The key takeaway from these conversations, according to PMMI, is that AI is more of an evolution than a revolution, with human intervention still required to make final decisions. Researchers found three main impacts that currently available AI solutions will have on the packaging industry.
Increased Staff Productivity
One key advantage for a company implementing AI is that it enables staff to be much more efficient and productive with their time. The AI technology with the most potential to improve this metric is an AI assistant. Time-consuming tasks like data entry and coding can now be completed with the help of these assistants. This increases the speed at which projects can be completed, freeing up additional time for staff members to focus on other valuable tasks.
Digital twin simulations are another example of this. It’s still possible to find solutions to optimize both machine and process performances through traditional methods, but utilizing AI technologies does the same task in a fraction of the time.
The virtual environment allows AI to create and test many different iterations of items, like a specific component of a machine. This greatly reduces development time and streamlines the development process.
Increased Machine Performance And OEE
Another major impact of AI technology is increasing both machine performance and the overall equipment effectiveness (OEE) of automated technologies. Integrating AI into machine vision systems improves decision-making success rates in processes like quality inspection and allows for a wider range of complex tasks to be completed. Digital twin simulations can be utilized by machine builders to optimize key machine metrics, such as throughput, which can improve machine performance. Predictive maintenance reduces the frequency of machine downtime. When combined with improved training from connected worker platforms, this can have a significant impact on a machine’s OEE.
Mitigating Skills Gaps And Labor Issues
The final significant impact AI will have on the packaging industry, according to feedback received from PMMI, is in mitigating skills gaps within the industry. The optimized training provided in connected worker platforms can ensure that all employees are receiving the highest quality training available to bridge skills gaps.
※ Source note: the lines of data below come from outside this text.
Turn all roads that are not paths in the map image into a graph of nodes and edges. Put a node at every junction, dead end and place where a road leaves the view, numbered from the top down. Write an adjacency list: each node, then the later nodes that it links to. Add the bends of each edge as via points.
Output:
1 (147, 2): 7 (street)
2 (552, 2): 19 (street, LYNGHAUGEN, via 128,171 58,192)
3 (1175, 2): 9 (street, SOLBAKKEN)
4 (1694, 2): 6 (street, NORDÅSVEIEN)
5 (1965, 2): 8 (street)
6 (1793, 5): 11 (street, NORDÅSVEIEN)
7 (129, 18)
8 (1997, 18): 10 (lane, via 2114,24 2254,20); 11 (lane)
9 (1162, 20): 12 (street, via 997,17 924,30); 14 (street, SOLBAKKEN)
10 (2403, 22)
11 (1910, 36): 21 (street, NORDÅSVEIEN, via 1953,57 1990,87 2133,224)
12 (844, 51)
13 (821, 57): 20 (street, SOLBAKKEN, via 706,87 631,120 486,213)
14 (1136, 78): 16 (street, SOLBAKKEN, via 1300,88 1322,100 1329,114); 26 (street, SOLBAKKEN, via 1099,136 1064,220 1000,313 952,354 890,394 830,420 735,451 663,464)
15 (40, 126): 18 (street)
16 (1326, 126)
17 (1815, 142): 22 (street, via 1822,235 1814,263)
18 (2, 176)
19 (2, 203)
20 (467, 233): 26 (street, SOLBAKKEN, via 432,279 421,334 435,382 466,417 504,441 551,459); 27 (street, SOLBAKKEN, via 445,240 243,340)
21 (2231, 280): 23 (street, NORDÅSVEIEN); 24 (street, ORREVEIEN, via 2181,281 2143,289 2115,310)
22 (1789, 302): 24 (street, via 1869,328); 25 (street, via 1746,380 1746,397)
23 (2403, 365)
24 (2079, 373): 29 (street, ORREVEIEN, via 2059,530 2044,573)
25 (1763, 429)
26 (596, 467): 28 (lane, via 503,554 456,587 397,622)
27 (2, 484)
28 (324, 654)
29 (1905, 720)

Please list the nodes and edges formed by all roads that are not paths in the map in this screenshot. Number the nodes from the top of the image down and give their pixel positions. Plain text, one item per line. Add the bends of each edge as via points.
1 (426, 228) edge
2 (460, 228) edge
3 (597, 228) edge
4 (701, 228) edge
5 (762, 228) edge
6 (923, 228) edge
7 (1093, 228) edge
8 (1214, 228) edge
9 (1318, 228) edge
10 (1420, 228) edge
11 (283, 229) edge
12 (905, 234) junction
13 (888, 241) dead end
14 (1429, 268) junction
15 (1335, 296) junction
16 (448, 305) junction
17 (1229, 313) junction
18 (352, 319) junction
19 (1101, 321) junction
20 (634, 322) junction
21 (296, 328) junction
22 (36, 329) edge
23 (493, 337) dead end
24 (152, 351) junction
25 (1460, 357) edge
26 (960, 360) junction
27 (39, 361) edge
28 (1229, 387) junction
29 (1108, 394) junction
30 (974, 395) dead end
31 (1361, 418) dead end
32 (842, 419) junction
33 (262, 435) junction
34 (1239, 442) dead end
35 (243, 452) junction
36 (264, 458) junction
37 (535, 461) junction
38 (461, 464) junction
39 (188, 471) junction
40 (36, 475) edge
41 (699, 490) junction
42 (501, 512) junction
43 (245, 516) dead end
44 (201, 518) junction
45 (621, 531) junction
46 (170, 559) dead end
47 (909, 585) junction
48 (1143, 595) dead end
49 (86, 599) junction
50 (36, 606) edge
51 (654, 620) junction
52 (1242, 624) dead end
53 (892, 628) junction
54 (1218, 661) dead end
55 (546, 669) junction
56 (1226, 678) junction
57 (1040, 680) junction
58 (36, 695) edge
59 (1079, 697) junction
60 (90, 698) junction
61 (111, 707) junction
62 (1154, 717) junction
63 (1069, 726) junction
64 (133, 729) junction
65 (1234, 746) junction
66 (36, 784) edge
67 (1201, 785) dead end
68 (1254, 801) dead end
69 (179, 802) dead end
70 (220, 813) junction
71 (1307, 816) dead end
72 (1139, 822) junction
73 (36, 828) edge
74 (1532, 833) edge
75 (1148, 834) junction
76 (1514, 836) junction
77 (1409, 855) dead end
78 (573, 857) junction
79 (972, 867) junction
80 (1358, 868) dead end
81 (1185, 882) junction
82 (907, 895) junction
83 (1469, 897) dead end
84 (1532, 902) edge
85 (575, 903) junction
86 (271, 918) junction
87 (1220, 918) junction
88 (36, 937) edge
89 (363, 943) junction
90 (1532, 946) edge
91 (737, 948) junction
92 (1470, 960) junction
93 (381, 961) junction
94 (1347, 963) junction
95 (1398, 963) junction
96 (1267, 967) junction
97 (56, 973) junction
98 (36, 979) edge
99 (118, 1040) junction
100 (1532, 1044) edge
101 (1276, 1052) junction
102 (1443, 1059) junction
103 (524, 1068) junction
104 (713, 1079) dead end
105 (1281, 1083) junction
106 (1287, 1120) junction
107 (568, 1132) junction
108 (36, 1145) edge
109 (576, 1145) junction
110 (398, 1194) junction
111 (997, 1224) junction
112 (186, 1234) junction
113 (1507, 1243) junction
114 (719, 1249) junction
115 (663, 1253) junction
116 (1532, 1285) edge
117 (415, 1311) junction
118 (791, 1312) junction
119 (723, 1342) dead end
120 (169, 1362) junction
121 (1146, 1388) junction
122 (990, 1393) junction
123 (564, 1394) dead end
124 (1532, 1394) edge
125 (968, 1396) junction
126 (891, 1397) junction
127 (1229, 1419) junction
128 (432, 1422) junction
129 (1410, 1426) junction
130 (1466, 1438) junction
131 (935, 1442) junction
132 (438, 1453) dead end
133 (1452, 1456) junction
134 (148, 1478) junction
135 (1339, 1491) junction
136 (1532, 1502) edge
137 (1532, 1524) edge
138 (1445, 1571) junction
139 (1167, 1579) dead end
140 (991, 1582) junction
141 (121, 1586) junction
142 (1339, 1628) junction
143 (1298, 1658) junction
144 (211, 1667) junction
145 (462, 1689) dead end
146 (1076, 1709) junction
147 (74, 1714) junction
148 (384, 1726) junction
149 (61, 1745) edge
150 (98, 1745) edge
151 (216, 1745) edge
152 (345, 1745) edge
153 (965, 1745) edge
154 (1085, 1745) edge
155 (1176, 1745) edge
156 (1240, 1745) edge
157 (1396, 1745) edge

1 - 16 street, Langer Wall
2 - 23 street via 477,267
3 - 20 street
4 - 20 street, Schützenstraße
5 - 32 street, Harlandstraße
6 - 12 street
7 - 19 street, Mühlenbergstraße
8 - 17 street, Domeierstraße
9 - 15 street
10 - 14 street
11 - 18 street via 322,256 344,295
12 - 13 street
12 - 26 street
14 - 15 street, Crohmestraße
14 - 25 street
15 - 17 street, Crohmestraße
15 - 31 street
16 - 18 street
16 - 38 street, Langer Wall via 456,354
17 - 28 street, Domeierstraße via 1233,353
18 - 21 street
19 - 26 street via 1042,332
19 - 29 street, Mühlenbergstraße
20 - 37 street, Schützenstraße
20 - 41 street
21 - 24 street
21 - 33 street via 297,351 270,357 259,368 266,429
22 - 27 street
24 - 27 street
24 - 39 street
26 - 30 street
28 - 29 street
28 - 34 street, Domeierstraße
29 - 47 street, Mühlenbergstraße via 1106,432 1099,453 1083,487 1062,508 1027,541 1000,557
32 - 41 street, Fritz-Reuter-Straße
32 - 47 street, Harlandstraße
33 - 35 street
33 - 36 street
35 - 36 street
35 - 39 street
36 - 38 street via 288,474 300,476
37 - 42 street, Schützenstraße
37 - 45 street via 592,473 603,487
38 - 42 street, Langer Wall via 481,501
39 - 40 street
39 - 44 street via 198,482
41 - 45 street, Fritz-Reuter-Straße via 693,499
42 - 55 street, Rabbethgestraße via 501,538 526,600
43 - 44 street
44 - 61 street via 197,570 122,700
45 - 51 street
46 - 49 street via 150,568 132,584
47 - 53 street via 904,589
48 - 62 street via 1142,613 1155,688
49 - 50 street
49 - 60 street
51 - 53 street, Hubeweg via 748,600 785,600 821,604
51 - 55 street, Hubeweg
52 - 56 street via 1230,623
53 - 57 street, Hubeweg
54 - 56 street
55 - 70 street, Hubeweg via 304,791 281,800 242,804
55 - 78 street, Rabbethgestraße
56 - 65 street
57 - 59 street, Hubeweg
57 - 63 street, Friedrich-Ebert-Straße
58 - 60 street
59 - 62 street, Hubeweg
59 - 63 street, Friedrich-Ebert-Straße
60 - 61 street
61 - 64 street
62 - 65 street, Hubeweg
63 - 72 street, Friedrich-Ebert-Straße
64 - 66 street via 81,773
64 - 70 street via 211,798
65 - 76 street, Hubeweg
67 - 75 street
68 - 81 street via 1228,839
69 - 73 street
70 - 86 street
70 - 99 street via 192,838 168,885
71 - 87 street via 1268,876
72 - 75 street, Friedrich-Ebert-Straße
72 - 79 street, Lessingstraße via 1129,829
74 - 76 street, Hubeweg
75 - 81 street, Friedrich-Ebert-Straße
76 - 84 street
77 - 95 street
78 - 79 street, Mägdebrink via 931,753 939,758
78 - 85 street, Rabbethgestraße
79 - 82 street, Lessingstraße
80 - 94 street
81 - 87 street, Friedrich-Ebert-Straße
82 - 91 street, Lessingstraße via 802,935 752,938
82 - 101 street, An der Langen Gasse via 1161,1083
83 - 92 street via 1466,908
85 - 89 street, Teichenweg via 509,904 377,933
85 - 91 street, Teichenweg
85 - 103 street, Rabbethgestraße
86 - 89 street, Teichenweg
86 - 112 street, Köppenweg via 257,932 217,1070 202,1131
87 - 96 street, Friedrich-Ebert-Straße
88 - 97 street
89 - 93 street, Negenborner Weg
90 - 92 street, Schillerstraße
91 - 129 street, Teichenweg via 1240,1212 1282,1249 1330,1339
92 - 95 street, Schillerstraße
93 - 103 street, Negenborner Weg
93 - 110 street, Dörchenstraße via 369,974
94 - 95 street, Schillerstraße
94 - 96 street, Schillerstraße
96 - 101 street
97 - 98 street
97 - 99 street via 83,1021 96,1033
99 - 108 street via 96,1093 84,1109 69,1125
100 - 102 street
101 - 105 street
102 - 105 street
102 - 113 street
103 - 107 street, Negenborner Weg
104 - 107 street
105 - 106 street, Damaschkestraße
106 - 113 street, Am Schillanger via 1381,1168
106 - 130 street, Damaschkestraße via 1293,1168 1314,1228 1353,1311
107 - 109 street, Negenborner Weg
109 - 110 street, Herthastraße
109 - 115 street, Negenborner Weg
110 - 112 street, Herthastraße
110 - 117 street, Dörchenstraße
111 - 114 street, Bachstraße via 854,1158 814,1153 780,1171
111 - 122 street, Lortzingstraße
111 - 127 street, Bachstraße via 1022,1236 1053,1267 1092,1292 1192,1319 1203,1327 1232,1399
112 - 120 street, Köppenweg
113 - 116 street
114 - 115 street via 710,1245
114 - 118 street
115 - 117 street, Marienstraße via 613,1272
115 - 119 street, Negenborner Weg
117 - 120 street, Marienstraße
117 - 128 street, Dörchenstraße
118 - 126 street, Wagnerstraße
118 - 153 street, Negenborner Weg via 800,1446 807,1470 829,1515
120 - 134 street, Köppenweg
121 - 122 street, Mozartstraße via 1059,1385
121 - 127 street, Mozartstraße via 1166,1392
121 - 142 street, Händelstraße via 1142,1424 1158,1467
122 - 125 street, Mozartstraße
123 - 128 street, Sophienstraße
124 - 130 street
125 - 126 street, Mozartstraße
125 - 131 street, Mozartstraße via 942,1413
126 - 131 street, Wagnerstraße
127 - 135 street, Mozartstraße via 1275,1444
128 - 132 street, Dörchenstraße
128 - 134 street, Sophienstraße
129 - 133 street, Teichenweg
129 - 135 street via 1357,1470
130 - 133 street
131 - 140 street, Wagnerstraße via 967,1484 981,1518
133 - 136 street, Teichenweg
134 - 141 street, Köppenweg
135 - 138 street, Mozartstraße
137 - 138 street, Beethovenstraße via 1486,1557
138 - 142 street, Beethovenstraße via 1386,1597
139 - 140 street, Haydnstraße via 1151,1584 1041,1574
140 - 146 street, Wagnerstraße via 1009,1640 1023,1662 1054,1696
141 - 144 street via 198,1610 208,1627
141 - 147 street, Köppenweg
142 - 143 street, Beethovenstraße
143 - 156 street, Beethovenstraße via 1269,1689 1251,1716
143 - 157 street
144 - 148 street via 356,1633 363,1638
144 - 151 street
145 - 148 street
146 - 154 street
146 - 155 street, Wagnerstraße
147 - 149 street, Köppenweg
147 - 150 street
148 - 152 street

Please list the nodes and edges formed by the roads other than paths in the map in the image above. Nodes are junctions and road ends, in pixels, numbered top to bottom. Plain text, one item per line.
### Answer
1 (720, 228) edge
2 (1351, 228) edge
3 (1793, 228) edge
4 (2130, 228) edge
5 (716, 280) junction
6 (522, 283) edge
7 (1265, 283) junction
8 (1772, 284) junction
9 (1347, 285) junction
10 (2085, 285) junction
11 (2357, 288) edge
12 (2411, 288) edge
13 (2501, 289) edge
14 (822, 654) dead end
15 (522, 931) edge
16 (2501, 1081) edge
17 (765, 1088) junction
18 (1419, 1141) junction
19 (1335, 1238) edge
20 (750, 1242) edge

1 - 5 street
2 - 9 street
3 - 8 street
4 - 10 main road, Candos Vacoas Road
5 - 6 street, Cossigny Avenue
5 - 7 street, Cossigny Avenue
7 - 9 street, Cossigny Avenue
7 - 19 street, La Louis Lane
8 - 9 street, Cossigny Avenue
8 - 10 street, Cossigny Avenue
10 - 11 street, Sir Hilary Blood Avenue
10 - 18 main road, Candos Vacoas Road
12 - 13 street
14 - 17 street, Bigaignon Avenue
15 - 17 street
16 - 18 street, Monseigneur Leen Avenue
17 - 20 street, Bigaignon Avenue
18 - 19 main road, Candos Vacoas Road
AI assistants and generative AI predictive maintenance solutions allow users to ask questions regarding issues they are having on machines, further enabling staff to upskill independently and reduce the risk of human error. AI assistants can also ensure good practice is upheld during coding by improving syntax and comments.
Due to the nature of AI models, the longer these technologies are used and the more data they process, the better the outputs become. Integrating AI technologies into a company is not a one-time improvement like previous automation technologies; continuous improvement is evident in important metrics.